Nadia Nerina (originally Judd) was born in Bloemfontein, South Africa, in 1927. She studied in Durban until 1945, then moved to London and attended both the Ballet Rambert School and Sadler’s Wells Ballet School. She joined Sadler’s Wells Theatre Ballet in 1946, moving to the Sadler’s Wells Ballet at Covent Garden in 1947, when she also took the name of Nerina, after a South African flower. Nerina studied further with Cleo Nordi, and was made a principal dancer in 1952.

Thereafter, until her retirement in 1969, Nerina pursued a glittering career as a gifted and versatile ballerina, which included a number of notable television appearances. She danced all the major classic roles but was particularly associated with choreographer Frederick Ashton, for whom she created the role of Lise in his La Fille mal gardée in 1960. She was also one of Ashton’s ballerinas in his Birthday Offering of 1956.

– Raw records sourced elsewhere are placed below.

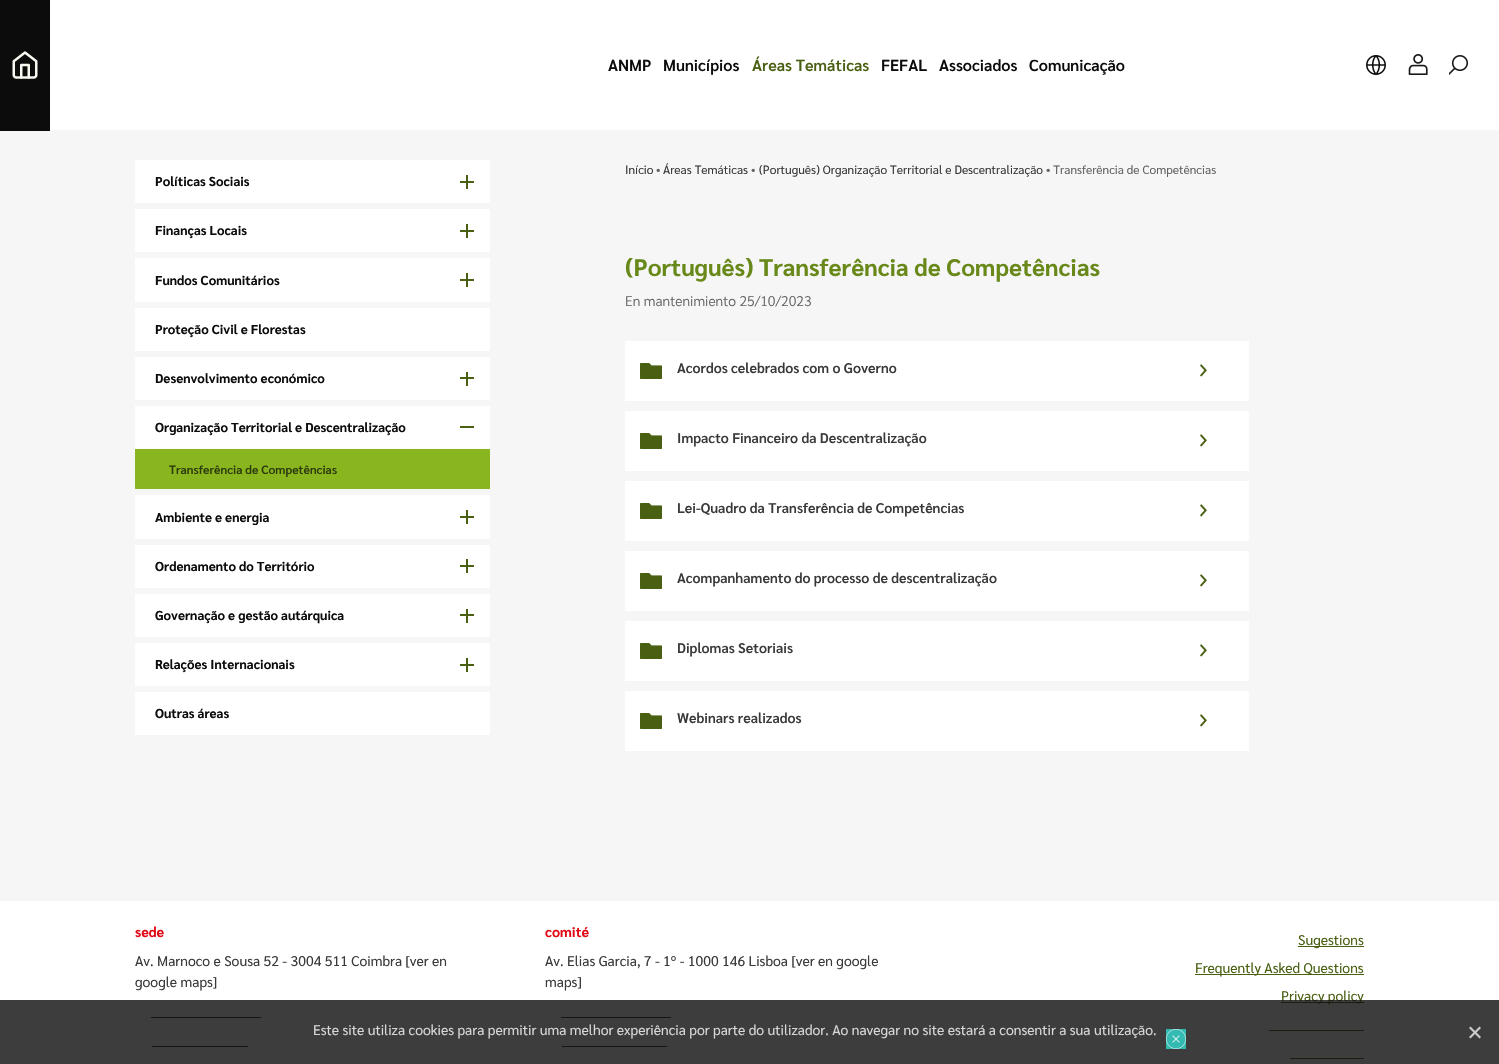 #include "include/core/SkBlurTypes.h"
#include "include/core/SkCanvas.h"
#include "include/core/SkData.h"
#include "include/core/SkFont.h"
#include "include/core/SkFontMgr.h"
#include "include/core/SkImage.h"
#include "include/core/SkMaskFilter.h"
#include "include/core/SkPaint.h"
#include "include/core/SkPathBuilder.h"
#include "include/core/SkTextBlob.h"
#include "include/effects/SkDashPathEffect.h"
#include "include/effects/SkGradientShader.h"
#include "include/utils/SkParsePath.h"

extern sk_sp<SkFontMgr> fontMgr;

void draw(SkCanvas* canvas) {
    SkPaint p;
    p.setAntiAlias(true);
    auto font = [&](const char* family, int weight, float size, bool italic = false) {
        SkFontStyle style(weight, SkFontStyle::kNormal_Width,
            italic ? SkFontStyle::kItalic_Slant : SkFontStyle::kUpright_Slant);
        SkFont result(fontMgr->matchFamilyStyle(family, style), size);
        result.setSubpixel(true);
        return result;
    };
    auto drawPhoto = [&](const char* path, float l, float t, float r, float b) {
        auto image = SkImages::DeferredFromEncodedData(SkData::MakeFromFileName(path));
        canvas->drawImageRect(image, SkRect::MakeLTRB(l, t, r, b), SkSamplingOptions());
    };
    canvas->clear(0xFFFFFFFF);
    p.setColor(0xFFF6F6F6);
    canvas->drawRect(SkRect::MakeLTRB(0, 130, 1499, 901), p);
    p.setColor(0xFF0C0C0C);
    canvas->drawRect(SkRect::MakeLTRB(0, 0, 50, 131), p);
    drawPhoto("media/1.png", 12, 51, 38, 79);
    auto font1 = font("Sarabun", 600, 16);
    canvas->drawString("ANMP", 608, 71, font1, p);
    canvas->drawString("Municípios", 663, 71, font1, p);
    p.setColor(0xFF496013);
    canvas->drawString("Áreas Temáticas", 752, 71, font1, p);
    p.setColor(0xFF0C0C0C);
    {
        const struct { const char* s; float x, y; } items[] = {
            {"FEFAL", 881, 71},
            {"Associados", 939, 71},
            {"Comunicação", 1029, 71},
        };
        for (auto [s, x, y] : items) {
            canvas->drawString(s, x, y, font1, p);
        }
    }
    drawPhoto("media/2.png", 1366, 55, 1386, 75);
    drawPhoto("media/3.png", 1408, 54, 1428, 75);
    drawPhoto("media/4.png", 1449, 55, 1468, 75);
    p.setColor(0xFFFFFFFF);
    canvas->drawRect(SkRect::MakeLTRB(135, 160, 490, 203), p);
    auto font2 = font("Sarabun", 700, 13);
    p.setColor(0xFF0C0C0C);
    canvas->drawString("Políticas Sociais", 155, 186, font2, p);
    {
        const struct { float l, t, r, b; SkColor color; } items[] = {
            {460, 181, 474, 183, 0xFF496013},
            {466, 175, 468, 189, 0xFF496013},
            {135, 209, 490, 252, 0xFFFFFFFF},
        };
        for (auto [l, t, r, b, color] : items) {
            p.setColor(color);
            canvas->drawRect(SkRect::MakeLTRB(l, t, r, b), p);
        }
    }
    p.setColor(0xFF0C0C0C);
    canvas->drawString("Finanças Locais", 155, 235, font2, p);
    {
        const struct { float l, t, r, b; SkColor color; } items[] = {
            {460, 230, 474, 232, 0xFF496013},
            {466, 224, 468, 238, 0xFF496013},
            {135, 258, 490, 302, 0xFFFFFFFF},
        };
        for (auto [l, t, r, b, color] : items) {
            p.setColor(color);
            canvas->drawRect(SkRect::MakeLTRB(l, t, r, b), p);
        }
    }
    p.setColor(0xFF0C0C0C);
    canvas->drawString("Fundos Comunitários", 155, 285, font2, p);
    {
        const struct { float l, t, r, b; SkColor color; } items[] = {
            {460, 279, 474, 281, 0xFF496013},
            {466, 273, 468, 287, 0xFF496013},
            {135, 308, 490, 351, 0xFFFFFFFF},
        };
        for (auto [l, t, r, b, color] : items) {
            p.setColor(color);
            canvas->drawRect(SkRect::MakeLTRB(l, t, r, b), p);
        }
    }
    p.setColor(0xFF0C0C0C);
    canvas->drawString("Proteção Civil e Florestas", 155, 334, font2, p);
    p.setColor(0xFFFFFFFF);
    canvas->drawRect(SkRect::MakeLTRB(135, 357, 490, 400), p);
    p.setColor(0xFF0C0C0C);
    canvas->drawString("Desenvolvimento económico", 155, 383, font2, p);
    {
        const struct { float l, t, r, b; SkColor color; } items[] = {
            {460, 377, 474, 379, 0xFF496013},
            {466, 372, 468, 386, 0xFF496013},
            {135, 406, 490, 449, 0xFFFFFFFF},
        };
        for (auto [l, t, r, b, color] : items) {
            p.setColor(color);
            canvas->drawRect(SkRect::MakeLTRB(l, t, r, b), p);
        }
    }
    p.setColor(0xFF0C0C0C);
    canvas->drawString("Organização Territorial e Descentralização", 155, 432, font2, p);
    p.setColor(0xFF496013);
    canvas->drawRect(SkRect::MakeLTRB(460, 426, 474, 428), p);
    p.setColor(0xFF89B51E);
    canvas->drawRect(SkRect::MakeLTRB(135, 449, 490, 489), p);
    auto font3 = font("Sarabun", 600, 12);
    p.setColor(0xFF2C3A0C);
    canvas->drawString("Transferência de Competências", 169, 474, font3, p);
    p.setColor(0xFFFFFFFF);
    canvas->drawRect(SkRect::MakeLTRB(135, 495, 490, 539), p);
    p.setColor(0xFF0C0C0C);
    canvas->drawString("Ambiente e energia", 155, 522, font2, p);
    {
        const struct { float l, t, r, b; SkColor color; } items[] = {
            {460, 516, 474, 518, 0xFF496013},
            {466, 510, 468, 524, 0xFF496013},
            {135, 545, 490, 588, 0xFFFFFFFF},
        };
        for (auto [l, t, r, b, color] : items) {
            p.setColor(color);
            canvas->drawRect(SkRect::MakeLTRB(l, t, r, b), p);
        }
    }
    p.setColor(0xFF0C0C0C);
    canvas->drawString("Ordenamento do Território", 155, 571, font2, p);
    {
        const struct { float l, t, r, b; SkColor color; } items[] = {
            {460, 565, 474, 567, 0xFF496013},
            {466, 559, 468, 573, 0xFF496013},
            {135, 594, 490, 637, 0xFFFFFFFF},
        };
        for (auto [l, t, r, b, color] : items) {
            p.setColor(color);
            canvas->drawRect(SkRect::MakeLTRB(l, t, r, b), p);
        }
    }
    p.setColor(0xFF0C0C0C);
    canvas->drawString("Governação e gestão autárquica", 155, 620, font2, p);
    {
        const struct { float l, t, r, b; SkColor color; } items[] = {
            {460, 614, 474, 616, 0xFF496013},
            {466, 609, 468, 623, 0xFF496013},
            {135, 643, 490, 686, 0xFFFFFFFF},
        };
        for (auto [l, t, r, b, color] : items) {
            p.setColor(color);
            canvas->drawRect(SkRect::MakeLTRB(l, t, r, b), p);
        }
    }
    p.setColor(0xFF0C0C0C);
    canvas->drawString("Relações Internacionais", 155, 669, font2, p);
    {
        const struct { float l, t, r, b; SkColor color; } items[] = {
            {460, 664, 474, 666, 0xFF496013},
            {466, 658, 468, 672, 0xFF496013},
            {135, 692, 490, 735, 0xFFFFFFFF},
        };
        for (auto [l, t, r, b, color] : items) {
            p.setColor(color);
            canvas->drawRect(SkRect::MakeLTRB(l, t, r, b), p);
        }
    }
    p.setColor(0xFF0C0C0C);
    canvas->drawString("Outras áreas", 155, 718, font2, p);
    auto font4 = font("Sarabun", 400, 12);
    p.setColor(0xFF393939);
    canvas->drawString("Início", 625, 174, font4, p);
    p.setColor(0xFF636363);
    canvas->drawString("•", 656, 174, font4, p);
    p.setColor(0xFF393939);
    canvas->drawString("Áreas Temáticas", 663, 174, font4, p);
    p.setColor(0xFF636363);
    canvas->drawString("•", 751, 174, font4, p);
    p.setColor(0xFF393939);
    canvas->drawString("(Português) Organização Territorial e Descentralização", 759, 174, font4, p);
    p.setColor(0xFF636363);
    canvas->drawString("• Transferência de Competências", 1046, 174, font4, p);
    auto font5 = font("Sarabun", 700, 24);
    p.setColor(0xFF688919);
    canvas->drawString("(Português) Transferência de Competências", 625, 276, font5, p);
    auto font6 = font("Sarabun", 300, 14);
    p.setColor(0xFF636363);
    canvas->drawString("En mantenimiento 25/10/2023", 625, 306, font6, p);
    p.setColor(0xFFFFFFFF);
    canvas->drawRect(SkRect::MakeLTRB(625, 341, 1249, 401), p);
    drawPhoto("media/5.png", 640, 363, 662, 379);
    auto font7 = font("Sarabun", 600, 14);
    p.setColor(0xFF393939);
    canvas->drawString("Acordos celebrados com o Governo", 677, 373, font7, p);
    drawPhoto("media/6.png", 1200, 364, 1207, 377);
    p.setColor(0xFFFFFFFF);
    canvas->drawRect(SkRect::MakeLTRB(625, 411, 1249, 471), p);
    drawPhoto("media/5.png", 640, 433, 662, 449);
    p.setColor(0xFF393939);
    canvas->drawString("Impacto Financeiro da Descentralização", 677, 443, font7, p);
    drawPhoto("media/6.png", 1200, 434, 1207, 447);
    p.setColor(0xFFFFFFFF);
    canvas->drawRect(SkRect::MakeLTRB(625, 481, 1249, 541), p);
    drawPhoto("media/5.png", 640, 503, 662, 519);
    p.setColor(0xFF393939);
    canvas->drawString("Lei-Quadro da Transferência de Competências", 677, 513, font7, p);
    drawPhoto("media/6.png", 1200, 504, 1207, 517);
    p.setColor(0xFFFFFFFF);
    canvas->drawRect(SkRect::MakeLTRB(625, 551, 1249, 611), p);
    drawPhoto("media/5.png", 640, 573, 662, 589);
    p.setColor(0xFF393939);
    canvas->drawString("Acompanhamento do processo de descentralização", 677, 583, font7, p);
    drawPhoto("media/6.png", 1200, 574, 1207, 587);
    p.setColor(0xFFFFFFFF);
    canvas->drawRect(SkRect::MakeLTRB(625, 621, 1249, 681), p);
    drawPhoto("media/5.png", 640, 643, 662, 659);
    p.setColor(0xFF393939);
    canvas->drawString("Diplomas Setoriais", 677, 653, font7, p);
    drawPhoto("media/6.png", 1200, 644, 1207, 657);
    p.setColor(0xFFFFFFFF);
    canvas->drawRect(SkRect::MakeLTRB(625, 691, 1249, 751), p);
    drawPhoto("media/5.png", 640, 713, 662, 729);
    p.setColor(0xFF393939);
    canvas->drawString("Webinars realizados", 677, 723, font7, p);
    drawPhoto("media/6.png", 1200, 714, 1207, 727);
    auto font8 = font("Sarabun", 700, 14);
    p.setColor(0xFFE10915);
    canvas->drawString("sede", 135, 937, font8, p);
    auto font9 = font("Sarabun", 400, 14);
    p.setColor(0xFF393939);
    canvas->drawString("Av. Marnoco e Sousa 52 - 3004 511 Coimbra [ver en", 135, 966, font9, p);
    canvas->drawString("google maps]", 135, 987, font9, p);
    canvas->drawRect(SkRect::MakeLTRB(151, 1017, 261, 1018), p);
    canvas->drawRect(SkRect::MakeLTRB(152, 1046, 248, 1047), p);
    p.setColor(0xFFE10915);
    canvas->drawString("comité", 545, 937, font8, p);
    p.setColor(0xFF393939);
    canvas->drawString("Av. Elias Garcia, 7 - 1º - 1000 146 Lisboa [ver en google", 545, 966, font9, p);
    canvas->drawString("maps]", 545, 987, font9, p);
    {
        const struct { float l, t, r, b; SkColor color; } items[] = {
            {561, 1017, 671, 1018, 0xFF393939},
            {562, 1046, 667, 1047, 0xFF393939},
            {1298, 946, 1364, 947, 0xFF496013},
        };
        for (auto [l, t, r, b, color] : items) {
            p.setColor(color);
            canvas->drawRect(SkRect::MakeLTRB(l, t, r, b), p);
        }
    }
    canvas->drawString("Sugestions", 1298, 945, font9, p);
    canvas->drawRect(SkRect::MakeLTRB(1195, 974, 1364, 975), p);
    canvas->drawString("Frequently Asked Questions", 1195, 973, font9, p);
    canvas->drawRect(SkRect::MakeLTRB(1281, 1002, 1364, 1003), p);
    canvas->drawString("Privacy policy", 1281, 1001, font9, p);
    {
        const struct { float l, t, r, b; SkColor color; } items[] = {
            {1269, 1030, 1364, 1031, 0xFF496013},
            {1290, 1058, 1364, 1059, 0xFF496013},
            {0, 1000, 1499, 1064, 0xCC0C0C0C},
        };
        for (auto [l, t, r, b, color] : items) {
            p.setColor(color);
            canvas->drawRect(SkRect::MakeLTRB(l, t, r, b), p);
        }
    }
    p.setColor(0xFFD8D8D8);
    canvas->drawString("Este site utiliza cookies para permitir uma melhor experiência por parte do utilizador. Ao navegar no site estará a consentir a sua utilização.", 313, 1035, font9, p);
    p.setColor(0xFF33BAB1);
    canvas->drawRect(SkRect::MakeLTRB(1166, 1029, 1186, 1049), p);
    drawPhoto("media/7.png", 1166, 1029, 1186, 1049);
    p.setColor(0xFFCCCCCC);
    canvas->drawPath(SkPathBuilder().moveTo(1479.5f, 1026.5f).lineTo(1481, 1028).lineTo(1470.5f, 1038.5f).lineTo(1469, 1037).close().detach(), p);
    canvas->drawPath(SkPathBuilder().moveTo(1469, 1028).lineTo(1470.5f, 1026.5f).lineTo(1481, 1037).lineTo(1479.5f, 1038.5f).close().detach(), p);
}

In 1952 and 1954 Nerina undertook tours of Southern Africa, and in 1960 appeared as a guest artist with the Bolshoi Ballet in Moscow and the Kirov Ballet in Leningrad. Towards the end of her career Nerina also worked with Western Theatre Ballet and appeared in a number of galas. On her retirement in 1969 Nadia Nerina moved to the South of France with her husband Charles Gordon. Nadia Nerina died in 2008.

Created by Frederick Ashton to celebrate the 25th anniversary of Sadler’s Wells Royal Ballet, Birthday Offering is a one-act divertissement for seven ballerinas and their partners, and includes...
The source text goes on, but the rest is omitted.